Claim 2 (views are short)

Let $t$ be the time all honest parties have entered view $k$. Then all honest parties leave view $k$ before $t + 3\Delta +\delta$.

Proof:
If some <Final, k, x> is sent by an honest party then it happened $\le 3 \Delta$, along with $n{-}f$ <Vote, k, x>, so all honest enter view $k+1$, by $t + 3\Delta+\delta$.

If no honest sends <Final, k, x> then all honest send <Vote, k, ⊥> by $t+3\Delta$, so by $t + 3\Delta+\delta$ all honest see $n{-}f$ <Vote, k, ⊥> and enter view $k+1$.

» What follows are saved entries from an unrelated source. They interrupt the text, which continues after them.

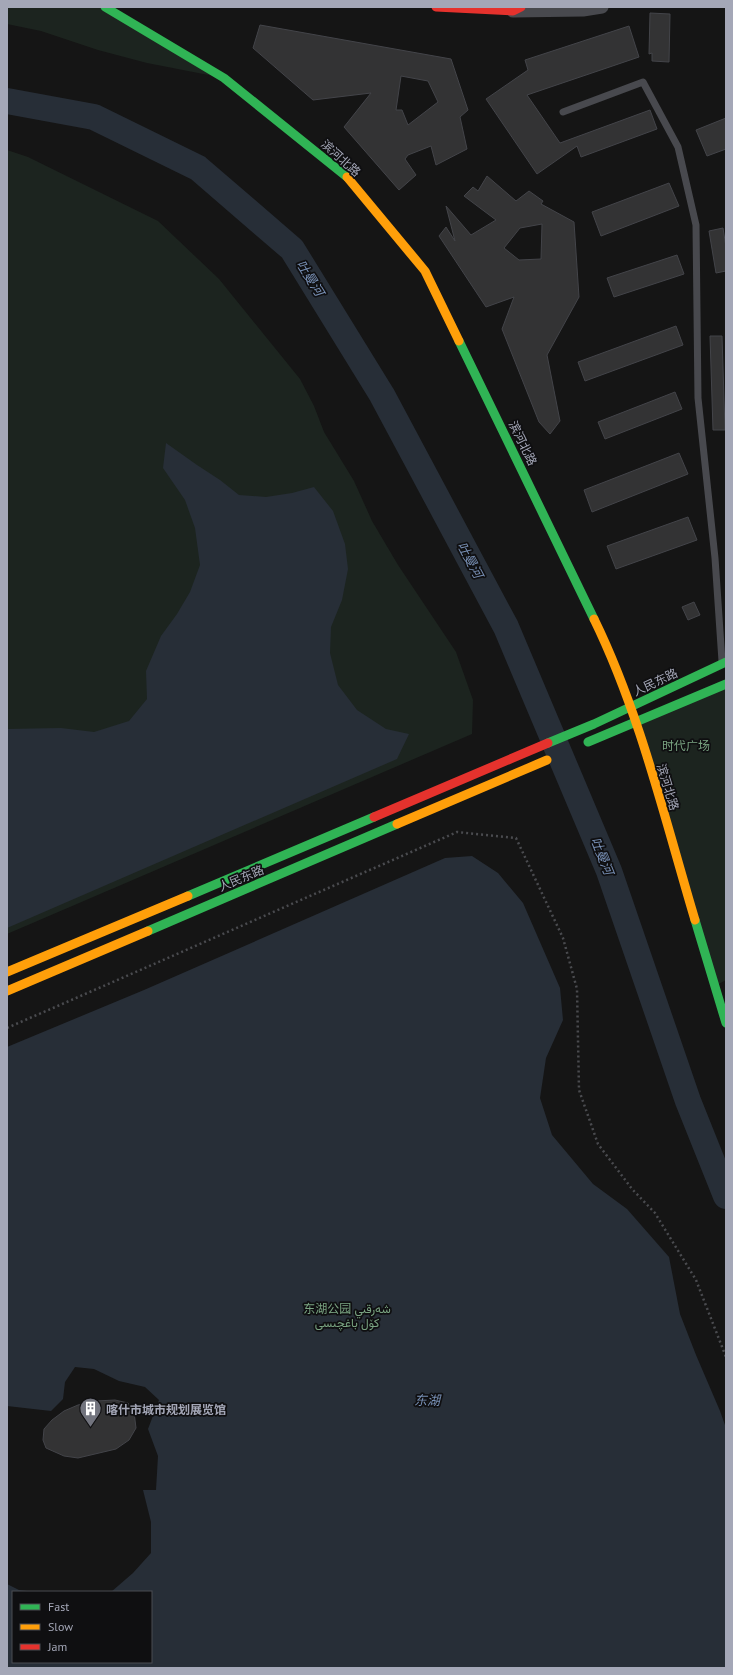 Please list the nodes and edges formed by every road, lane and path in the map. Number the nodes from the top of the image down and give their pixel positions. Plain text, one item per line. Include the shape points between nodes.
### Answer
1 (105, 7) edge
2 (436, 7) edge
3 (602, 7) edge
4 (517, 9) edge
5 (562, 112) dead end
6 (724, 663) edge
7 (726, 684) edge
8 (630, 707) junction
9 (636, 722) junction
10 (578, 747) dead end
11 (556, 756) dead end
12 (7, 972) edge
13 (7, 991) edge
14 (726, 1023) edge
15 (7, 1028) edge
16 (726, 1357) edge

1 - 8 main road, 滨河北路 via 224,78 343,173 425,271 603,637
2 - 4 main road
3 - 4 street via 582,10
5 - 6 lane via 643,82 678,147 696,225 698,398
6 - 8 main road, 人民东路
7 - 9 main road
8 - 9 main road, 滨河北路
8 - 12 main road, 人民东路
9 - 10 main road
9 - 14 main road, 滨河北路
11 - 13 main road, 人民东路
15 - 16 path via 457,832 516,838 563,938 577,989 579,1090 598,1144 632,1189 655,1213 696,1280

Claim 3 (good leader decides after GST)

Let $k$ be the first view where all honest parties start at a time $t > GST$ and that has an honest leader. If no honest has seen $n - f$ Final messages from any earlier view, then all honest parties decide in view $k$ by time $t + 3\delta$.

Proof:
At time $t$ the honest leader sends <Propose, k, x, w>. Within one $\delta$ time all honest parties receive this Propose.

Since the leader is honest it sends the value $x$ from the highest view $w$ for which it saw $n{-}f$ <Vote, w, x> and that means for all higher views $w<v<k$ it saw $n{-}f$ <Vote, v, ⊥>. Hence for all views $w \le v<k$ the leader has previously sent for each view $v$ the required verification.

Since we are after $GST$, those will all arrive to all honest parties before (or with) the proposal, hence all honest will send <Vote, k, x>.

Within one more $\delta$, all honest will see $n{-}f$ <Vote, k, x> and send <Final, k, x>. Within one $\delta$ time each honest party accumulates $n{-}f$ <Final, k, x> messages and triggers decision.

Claim 4 (liveness)

All honest parties hold a decision certificate before $GST + 3f\Delta + (f+3)\delta \le GST + 4f\Delta+3\Delta$.

Proof:
After $GST$, Claim 1 keeps views aligned within $\Delta$. There can be at most $f$ views with faulty leaders. Each such view lasts at most $3\Delta +\delta$ by Claim 2. In the first view with an honest leader, Claim 3 ensures decision within an additional $3\delta$

Safety

Claim 5 (no skip in decision view)

If $n - f$ parties send <Final, k, x>, then any honest party leaving view $k$ sets val := x and w := k during view $k$. Moreover, there cannot be $n{-}f$ <Vote, k, ⊥>.

Proof:
If an honest party leaves due to $n{-}f$ non-$\bot$ votes, due to quorum intersection it must be that this value is $x$ and therefore sets val := x and w := k before leaving.

This is because $2(n − f) > n + f$ when $f < n/3$, so any two quorums of size $n − f$ intersect in at least $n − 2f > f$ parties

The only other way to leave view $k$ is due to $n{-}f$ <Vote, k, ⊥>, but since we know there are $n{-}f$ <Final, k, x> messages, again due to quorum intersection this cannot happen as honest parties do not send both <Final, k, x> and <Vote, k, ⊥> messages.

Claim 6 (provable agreement)

Let $k$ be the first view where $n{-}f$ parties send <Final, k, x>. Then any honest that sends a Vote in any view $>k$ is only for the value $x$.

Proof:
By Claim 5, there cannot be $n{-}f$ <Vote, k, ⊥>, hence the only way to accept a proposal is if it has $w\ge k$. (This is because accepting a proposal for $w<k$ requires showing $n{-}f$ <Vote, k, ⊥>).

An induction argument shows that this implies that the only Vote from an honest party is for a value $x$.

Claim 6 implies that any $n{-}f$ <Final, k', x'> for $k’>k$ must be for $x’=x$ hence we get provable agreement.

Validity

Claim 7 (validity)

The decided value is externally valid (signed by a client).

Proof:
Initially each val is externally valid and this is checked before voting. Later views only propagate existing val values through $n{-}f$ Vote, so by induction the decided value must be externally valid.